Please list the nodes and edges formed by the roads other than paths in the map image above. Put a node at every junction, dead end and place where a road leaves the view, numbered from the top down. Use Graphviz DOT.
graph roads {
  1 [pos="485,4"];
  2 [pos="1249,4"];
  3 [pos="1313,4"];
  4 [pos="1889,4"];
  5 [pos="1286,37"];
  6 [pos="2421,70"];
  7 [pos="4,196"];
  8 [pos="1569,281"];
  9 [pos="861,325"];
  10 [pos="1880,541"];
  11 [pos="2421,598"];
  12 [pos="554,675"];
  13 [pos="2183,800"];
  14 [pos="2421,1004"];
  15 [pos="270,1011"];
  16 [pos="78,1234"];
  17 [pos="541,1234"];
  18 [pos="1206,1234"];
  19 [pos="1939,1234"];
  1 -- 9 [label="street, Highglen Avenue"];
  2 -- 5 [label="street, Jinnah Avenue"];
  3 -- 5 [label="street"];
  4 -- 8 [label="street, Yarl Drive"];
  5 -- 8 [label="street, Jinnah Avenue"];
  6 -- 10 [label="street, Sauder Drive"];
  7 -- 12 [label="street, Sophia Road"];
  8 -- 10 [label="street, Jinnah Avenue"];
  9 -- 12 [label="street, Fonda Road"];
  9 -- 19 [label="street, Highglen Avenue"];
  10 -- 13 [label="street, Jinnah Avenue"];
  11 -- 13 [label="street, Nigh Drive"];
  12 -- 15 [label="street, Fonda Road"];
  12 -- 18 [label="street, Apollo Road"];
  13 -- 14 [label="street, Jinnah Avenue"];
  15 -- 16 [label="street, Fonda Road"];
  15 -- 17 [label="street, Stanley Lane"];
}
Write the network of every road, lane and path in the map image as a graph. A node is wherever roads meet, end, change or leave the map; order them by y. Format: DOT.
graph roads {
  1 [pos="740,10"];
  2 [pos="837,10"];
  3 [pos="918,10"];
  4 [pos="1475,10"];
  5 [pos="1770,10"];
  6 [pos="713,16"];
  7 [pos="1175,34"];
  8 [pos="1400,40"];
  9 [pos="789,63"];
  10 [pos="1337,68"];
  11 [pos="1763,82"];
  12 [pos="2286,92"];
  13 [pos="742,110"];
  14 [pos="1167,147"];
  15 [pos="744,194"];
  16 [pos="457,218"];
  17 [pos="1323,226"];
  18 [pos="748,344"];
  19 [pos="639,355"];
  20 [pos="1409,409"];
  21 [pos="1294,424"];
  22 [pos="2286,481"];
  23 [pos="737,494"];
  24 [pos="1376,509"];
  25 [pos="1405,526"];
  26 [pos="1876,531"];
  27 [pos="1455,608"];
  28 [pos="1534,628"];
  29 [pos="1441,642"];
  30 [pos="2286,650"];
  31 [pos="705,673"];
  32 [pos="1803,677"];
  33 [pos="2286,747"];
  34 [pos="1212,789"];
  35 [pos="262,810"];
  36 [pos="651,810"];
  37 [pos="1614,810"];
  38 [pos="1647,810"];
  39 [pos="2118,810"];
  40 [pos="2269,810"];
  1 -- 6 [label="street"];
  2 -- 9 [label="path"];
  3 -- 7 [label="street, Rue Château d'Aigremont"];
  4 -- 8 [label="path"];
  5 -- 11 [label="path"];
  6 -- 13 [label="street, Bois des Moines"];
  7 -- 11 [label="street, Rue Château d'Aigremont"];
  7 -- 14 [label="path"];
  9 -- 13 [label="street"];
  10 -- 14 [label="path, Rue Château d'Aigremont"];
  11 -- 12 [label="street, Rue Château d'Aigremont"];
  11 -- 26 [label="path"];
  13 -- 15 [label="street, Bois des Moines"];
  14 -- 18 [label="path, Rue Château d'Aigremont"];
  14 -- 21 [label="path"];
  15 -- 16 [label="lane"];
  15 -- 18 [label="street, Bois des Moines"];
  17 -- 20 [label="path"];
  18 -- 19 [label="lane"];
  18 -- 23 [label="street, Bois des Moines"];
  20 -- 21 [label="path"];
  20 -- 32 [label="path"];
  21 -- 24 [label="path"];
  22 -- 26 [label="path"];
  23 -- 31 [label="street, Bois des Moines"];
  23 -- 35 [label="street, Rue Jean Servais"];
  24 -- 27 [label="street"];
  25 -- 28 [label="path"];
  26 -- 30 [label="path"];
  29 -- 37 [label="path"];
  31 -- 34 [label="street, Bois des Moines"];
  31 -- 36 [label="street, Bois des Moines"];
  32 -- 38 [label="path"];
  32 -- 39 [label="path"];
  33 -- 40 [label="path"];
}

##############################

To do: May I have all of the records repeated exactly?

Written answer:
Please list the nodes and edges formed by the roads other than paths in the map image above. Put a node at every junction, dead end and place where a road leaves the view, numbered from the top down. Use Graphviz DOT.
graph roads {
  1 [pos="485,4"];
  2 [pos="1249,4"];
  3 [pos="1313,4"];
  4 [pos="1889,4"];
  5 [pos="1286,37"];
  6 [pos="2421,70"];
  7 [pos="4,196"];
  8 [pos="1569,281"];
  9 [pos="861,325"];
  10 [pos="1880,541"];
  11 [pos="2421,598"];
  12 [pos="554,675"];
  13 [pos="2183,800"];
  14 [pos="2421,1004"];
  15 [pos="270,1011"];
  16 [pos="78,1234"];
  17 [pos="541,1234"];
  18 [pos="1206,1234"];
  19 [pos="1939,1234"];
  1 -- 9 [label="street, Highglen Avenue"];
  2 -- 5 [label="street, Jinnah Avenue"];
  3 -- 5 [label="street"];
  4 -- 8 [label="street, Yarl Drive"];
  5 -- 8 [label="street, Jinnah Avenue"];
  6 -- 10 [label="street, Sauder Drive"];
  7 -- 12 [label="street, Sophia Road"];
  8 -- 10 [label="street, Jinnah Avenue"];
  9 -- 12 [label="street, Fonda Road"];
  9 -- 19 [label="street, Highglen Avenue"];
  10 -- 13 [label="street, Jinnah Avenue"];
  11 -- 13 [label="street, Nigh Drive"];
  12 -- 15 [label="street, Fonda Road"];
  12 -- 18 [label="street, Apollo Road"];
  13 -- 14 [label="street, Jinnah Avenue"];
  15 -- 16 [label="street, Fonda Road"];
  15 -- 17 [label="street, Stanley Lane"];
}
Write the network of every road, lane and path in the map image as a graph. A node is wherever roads meet, end, change or leave the map; order them by y. Format: DOT.
graph roads {
  1 [pos="740,10"];
  2 [pos="837,10"];
  3 [pos="918,10"];
  4 [pos="1475,10"];
  5 [pos="1770,10"];
  6 [pos="713,16"];
  7 [pos="1175,34"];
  8 [pos="1400,40"];
  9 [pos="789,63"];
  10 [pos="1337,68"];
  11 [pos="1763,82"];
  12 [pos="2286,92"];
  13 [pos="742,110"];
  14 [pos="1167,147"];
  15 [pos="744,194"];
  16 [pos="457,218"];
  17 [pos="1323,226"];
  18 [pos="748,344"];
  19 [pos="639,355"];
  20 [pos="1409,409"];
  21 [pos="1294,424"];
  22 [pos="2286,481"];
  23 [pos="737,494"];
  24 [pos="1376,509"];
  25 [pos="1405,526"];
  26 [pos="1876,531"];
  27 [pos="1455,608"];
  28 [pos="1534,628"];
  29 [pos="1441,642"];
  30 [pos="2286,650"];
  31 [pos="705,673"];
  32 [pos="1803,677"];
  33 [pos="2286,747"];
  34 [pos="1212,789"];
  35 [pos="262,810"];
  36 [pos="651,810"];
  37 [pos="1614,810"];
  38 [pos="1647,810"];
  39 [pos="2118,810"];
  40 [pos="2269,810"];
  1 -- 6 [label="street"];
  2 -- 9 [label="path"];
  3 -- 7 [label="street, Rue Château d'Aigremont"];
  4 -- 8 [label="path"];
  5 -- 11 [label="path"];
  6 -- 13 [label="street, Bois des Moines"];
  7 -- 11 [label="street, Rue Château d'Aigremont"];
  7 -- 14 [label="path"];
  9 -- 13 [label="street"];
  10 -- 14 [label="path, Rue Château d'Aigremont"];
  11 -- 12 [label="street, Rue Château d'Aigremont"];
  11 -- 26 [label="path"];
  13 -- 15 [label="street, Bois des Moines"];
  14 -- 18 [label="path, Rue Château d'Aigremont"];
  14 -- 21 [label="path"];
  15 -- 16 [label="lane"];
  15 -- 18 [label="street, Bois des Moines"];
  17 -- 20 [label="path"];
  18 -- 19 [label="lane"];
  18 -- 23 [label="street, Bois des Moines"];
  20 -- 21 [label="path"];
  20 -- 32 [label="path"];
  21 -- 24 [label="path"];
  22 -- 26 [label="path"];
  23 -- 31 [label="street, Bois des Moines"];
  23 -- 35 [label="street, Rue Jean Servais"];
  24 -- 27 [label="street"];
  25 -- 28 [label="path"];
  26 -- 30 [label="path"];
  29 -- 37 [label="path"];
  31 -- 34 [label="street, Bois des Moines"];
  31 -- 36 [label="street, Bois des Moines"];
  32 -- 38 [label="path"];
  32 -- 39 [label="path"];
  33 -- 40 [label="path"];
}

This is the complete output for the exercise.